When Dr Ludwig Guttmann, the founder of the Paralympic movement, visited the Royal Perth Hospital Spinal Unit at Shenton Park in 1957, he challenged the unit’s director, Dr George Bedbrook, to send a team to the International Stoke Mandeville Games in July that year. Dr Bedbrook accepted the challenge in front of the gathered crowd. The athletes were shocked and excited: ‘At that point, it hit a lot of us like the proverbial thunderbolt – one minute we were nobodies and the next minute we were probable Australian representatives at an international sports meet’.
The first team of disability athletes to leave Australia followed the established tradition of securing donations, in kind or in cash, and self funding, including by securing donations from crowds watching exhibition wheelchair basketball matches.
Unlike future Australian teams, there were no formalised selection procedures. Dr Bedbrook acted as key organiser, liaison with Stoke Mandeville, and sole selector of the team.
The team consisted of seven West Australians and one athlete each from New South Wales and South Australia. Accompanying the team was physiotherapist ‘Johnno’ Johnston, who was the Manager and nurse Edna Smith. From a competitive perspective, there were no great expectations with the team, nor was the competitive dimension terribly important to Dr Bedbrook or the team’s support staff.

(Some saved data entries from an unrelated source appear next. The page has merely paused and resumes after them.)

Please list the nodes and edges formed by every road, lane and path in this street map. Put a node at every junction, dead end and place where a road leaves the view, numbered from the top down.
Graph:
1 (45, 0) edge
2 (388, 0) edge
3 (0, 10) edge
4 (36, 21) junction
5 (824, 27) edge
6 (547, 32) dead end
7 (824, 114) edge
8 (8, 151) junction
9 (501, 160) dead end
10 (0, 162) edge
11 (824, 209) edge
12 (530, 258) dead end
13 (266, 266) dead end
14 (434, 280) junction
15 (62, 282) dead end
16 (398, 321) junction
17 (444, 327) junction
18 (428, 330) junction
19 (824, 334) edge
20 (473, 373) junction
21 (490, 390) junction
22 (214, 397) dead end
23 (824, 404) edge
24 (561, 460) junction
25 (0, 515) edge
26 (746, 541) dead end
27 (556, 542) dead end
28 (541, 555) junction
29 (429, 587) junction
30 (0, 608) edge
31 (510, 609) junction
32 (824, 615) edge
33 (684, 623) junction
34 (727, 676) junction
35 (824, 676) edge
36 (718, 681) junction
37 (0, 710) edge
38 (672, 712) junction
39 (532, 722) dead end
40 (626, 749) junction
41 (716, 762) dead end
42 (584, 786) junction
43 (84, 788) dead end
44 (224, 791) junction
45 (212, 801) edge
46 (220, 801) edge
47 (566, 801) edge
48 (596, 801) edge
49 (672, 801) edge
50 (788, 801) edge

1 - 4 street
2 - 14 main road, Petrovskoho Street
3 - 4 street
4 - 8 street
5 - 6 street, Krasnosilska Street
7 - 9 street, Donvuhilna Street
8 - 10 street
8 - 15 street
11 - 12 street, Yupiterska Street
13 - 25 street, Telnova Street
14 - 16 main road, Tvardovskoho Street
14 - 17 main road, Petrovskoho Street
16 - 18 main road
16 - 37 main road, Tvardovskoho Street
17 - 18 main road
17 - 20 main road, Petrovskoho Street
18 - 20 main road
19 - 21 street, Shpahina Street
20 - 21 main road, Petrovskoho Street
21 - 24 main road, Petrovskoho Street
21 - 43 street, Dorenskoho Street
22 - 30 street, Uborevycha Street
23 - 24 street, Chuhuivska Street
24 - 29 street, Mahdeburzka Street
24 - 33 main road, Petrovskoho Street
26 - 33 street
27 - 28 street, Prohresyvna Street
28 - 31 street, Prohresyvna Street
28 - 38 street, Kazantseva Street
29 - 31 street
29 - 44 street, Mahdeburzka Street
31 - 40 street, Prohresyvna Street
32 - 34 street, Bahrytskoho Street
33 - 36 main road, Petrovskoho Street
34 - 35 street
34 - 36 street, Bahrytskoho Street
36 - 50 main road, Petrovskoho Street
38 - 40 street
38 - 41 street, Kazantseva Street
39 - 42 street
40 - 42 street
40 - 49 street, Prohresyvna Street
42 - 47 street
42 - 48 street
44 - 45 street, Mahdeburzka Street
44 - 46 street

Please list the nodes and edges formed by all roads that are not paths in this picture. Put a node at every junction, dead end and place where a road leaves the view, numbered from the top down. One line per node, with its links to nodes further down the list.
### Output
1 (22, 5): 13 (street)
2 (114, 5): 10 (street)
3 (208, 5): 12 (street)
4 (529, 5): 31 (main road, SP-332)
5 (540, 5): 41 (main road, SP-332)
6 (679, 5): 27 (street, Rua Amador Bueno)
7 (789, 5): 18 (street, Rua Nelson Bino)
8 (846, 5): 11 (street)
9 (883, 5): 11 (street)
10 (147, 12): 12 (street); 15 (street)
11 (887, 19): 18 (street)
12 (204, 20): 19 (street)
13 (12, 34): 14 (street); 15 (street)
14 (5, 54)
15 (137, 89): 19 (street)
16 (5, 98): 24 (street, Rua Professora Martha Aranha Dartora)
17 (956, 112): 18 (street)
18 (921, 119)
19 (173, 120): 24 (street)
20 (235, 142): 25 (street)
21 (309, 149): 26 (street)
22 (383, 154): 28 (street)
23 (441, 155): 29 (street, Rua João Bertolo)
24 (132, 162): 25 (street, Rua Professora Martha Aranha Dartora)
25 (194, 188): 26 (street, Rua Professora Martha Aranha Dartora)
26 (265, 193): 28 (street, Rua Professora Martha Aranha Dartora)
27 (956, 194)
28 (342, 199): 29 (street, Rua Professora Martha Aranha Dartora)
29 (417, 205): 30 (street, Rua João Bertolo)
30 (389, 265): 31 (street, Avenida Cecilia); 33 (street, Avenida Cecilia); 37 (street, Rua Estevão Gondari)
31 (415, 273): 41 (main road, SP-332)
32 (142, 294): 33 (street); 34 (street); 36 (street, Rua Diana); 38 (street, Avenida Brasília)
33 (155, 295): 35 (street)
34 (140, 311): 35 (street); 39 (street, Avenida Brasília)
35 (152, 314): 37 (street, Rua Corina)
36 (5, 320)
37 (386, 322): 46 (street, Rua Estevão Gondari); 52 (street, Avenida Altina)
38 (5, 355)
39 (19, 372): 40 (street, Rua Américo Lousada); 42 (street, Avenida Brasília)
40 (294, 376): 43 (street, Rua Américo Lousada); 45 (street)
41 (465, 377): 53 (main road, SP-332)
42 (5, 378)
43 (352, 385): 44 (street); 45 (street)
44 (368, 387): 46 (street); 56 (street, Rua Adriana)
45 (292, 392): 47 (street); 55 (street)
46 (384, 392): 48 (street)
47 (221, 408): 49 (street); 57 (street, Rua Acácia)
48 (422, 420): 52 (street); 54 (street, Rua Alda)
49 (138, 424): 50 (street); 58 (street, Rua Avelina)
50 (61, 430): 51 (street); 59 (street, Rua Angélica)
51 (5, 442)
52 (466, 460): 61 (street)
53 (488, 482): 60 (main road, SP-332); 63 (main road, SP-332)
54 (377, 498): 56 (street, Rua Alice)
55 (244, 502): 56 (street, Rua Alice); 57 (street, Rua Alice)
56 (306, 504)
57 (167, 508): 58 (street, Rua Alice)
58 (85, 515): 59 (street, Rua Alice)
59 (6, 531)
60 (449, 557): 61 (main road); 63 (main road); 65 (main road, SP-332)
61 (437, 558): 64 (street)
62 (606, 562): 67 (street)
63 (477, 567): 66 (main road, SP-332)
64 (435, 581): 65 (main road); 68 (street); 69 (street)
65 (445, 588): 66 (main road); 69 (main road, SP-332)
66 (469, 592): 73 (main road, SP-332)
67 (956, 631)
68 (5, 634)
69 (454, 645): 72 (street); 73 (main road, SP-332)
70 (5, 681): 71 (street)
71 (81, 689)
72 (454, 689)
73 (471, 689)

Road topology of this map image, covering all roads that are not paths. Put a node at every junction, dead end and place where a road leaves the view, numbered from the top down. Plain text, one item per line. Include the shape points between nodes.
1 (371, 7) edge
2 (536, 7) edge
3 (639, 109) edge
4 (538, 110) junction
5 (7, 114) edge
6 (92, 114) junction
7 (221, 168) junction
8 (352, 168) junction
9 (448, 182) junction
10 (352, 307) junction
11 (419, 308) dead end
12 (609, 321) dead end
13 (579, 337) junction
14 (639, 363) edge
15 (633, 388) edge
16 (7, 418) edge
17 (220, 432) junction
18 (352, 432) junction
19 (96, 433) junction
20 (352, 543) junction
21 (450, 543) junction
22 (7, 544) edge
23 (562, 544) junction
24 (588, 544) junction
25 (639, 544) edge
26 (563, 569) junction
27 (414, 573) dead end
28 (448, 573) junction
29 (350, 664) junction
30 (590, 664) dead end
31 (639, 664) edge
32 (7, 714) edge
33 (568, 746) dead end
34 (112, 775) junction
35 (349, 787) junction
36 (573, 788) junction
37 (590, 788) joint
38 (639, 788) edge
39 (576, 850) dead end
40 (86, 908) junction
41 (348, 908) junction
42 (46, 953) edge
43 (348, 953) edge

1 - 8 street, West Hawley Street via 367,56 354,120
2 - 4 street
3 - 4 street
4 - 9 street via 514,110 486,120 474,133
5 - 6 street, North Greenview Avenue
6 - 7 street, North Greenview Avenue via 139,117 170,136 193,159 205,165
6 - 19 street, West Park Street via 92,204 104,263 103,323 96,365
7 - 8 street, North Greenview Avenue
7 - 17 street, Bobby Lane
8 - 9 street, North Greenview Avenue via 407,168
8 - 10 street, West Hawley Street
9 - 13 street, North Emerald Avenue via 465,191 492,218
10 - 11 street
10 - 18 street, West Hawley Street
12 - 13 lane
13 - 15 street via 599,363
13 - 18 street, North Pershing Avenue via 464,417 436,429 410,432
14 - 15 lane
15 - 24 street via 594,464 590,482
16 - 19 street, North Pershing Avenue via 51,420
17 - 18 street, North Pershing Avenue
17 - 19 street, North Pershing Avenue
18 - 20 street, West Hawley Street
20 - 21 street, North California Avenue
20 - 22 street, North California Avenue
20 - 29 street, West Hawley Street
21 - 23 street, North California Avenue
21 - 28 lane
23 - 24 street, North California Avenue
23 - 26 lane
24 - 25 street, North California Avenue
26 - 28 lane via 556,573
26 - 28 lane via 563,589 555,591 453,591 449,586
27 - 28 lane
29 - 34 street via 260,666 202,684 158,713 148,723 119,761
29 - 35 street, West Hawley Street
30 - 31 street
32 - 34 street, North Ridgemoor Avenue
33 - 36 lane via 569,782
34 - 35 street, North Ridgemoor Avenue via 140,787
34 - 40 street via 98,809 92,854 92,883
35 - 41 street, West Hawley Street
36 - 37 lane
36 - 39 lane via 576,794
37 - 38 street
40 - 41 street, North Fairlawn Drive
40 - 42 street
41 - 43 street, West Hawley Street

The touring athletes had a range of physical disabilities which had resulted in full or partial paralysis of their lower limbs caused by poliomyletis, spinal tumours, car accidents and war-related injuries. This was the first time that a team of disability athletes had flown en masse and key issues were the management of medical issues, loading and unloading of the sportsmen, as well as seating and sleeping conditions.
The father of the youngest team member, Alan Quirk, was a manager of Qantas in Perth and he did much to make the travel comfortable for the athletes. Rows of seats in the first class section of the Qantas ‘Super Constellation’ were removed to accommodate the athletes. The needs of the athletes were catered for by Johnno Johnston, Edna Smith and a doctor provided by Qantas. The 48 hour flight to London was punctuated by stopovers in Jakarta, Singapore, Bangkok, Karachi, Bahrain, Athens and Rome.
By 1957, the Stoke Mandeville Games had developed and expanded considerably since their origins in 1948. The 1957 Games had 360 competitors from 13 nations, competing in archery, basketball, club swinging, dartchery, fencing, javelin, snooker, table tennis and swimming.
The most successful Australian performers were Bill Mather-Brown and Frank Ponta, who combined to win the team sabre event and take home the first gold medal for an Australian team in an international disability sport event. Mather-Brown was also awarded the Carl Freeman Trophy for the best all round athlete after competing in basketball, fencing, field events and swimming. The captain of the Australian team, Bill ‘Slim’ O’Connell delivered the closing address on behalf of the visiting international teams.
The basketball competition was a knockout event and the Australians were pitted against the Duchess of Gloucester House, a convalescent home for those with spinal cord injuries. The Australians thought they would be very competitive given their training and games in Western Australia and after they saw the rudimentary, high backed chairs used by the Gloucester House team. However, the Gloucester House team had been playing for several years, making the final at Stoke Mandeville previously, and even with their cumbersome chairs they were too skilful for the Australians, who were eliminated in their first international game.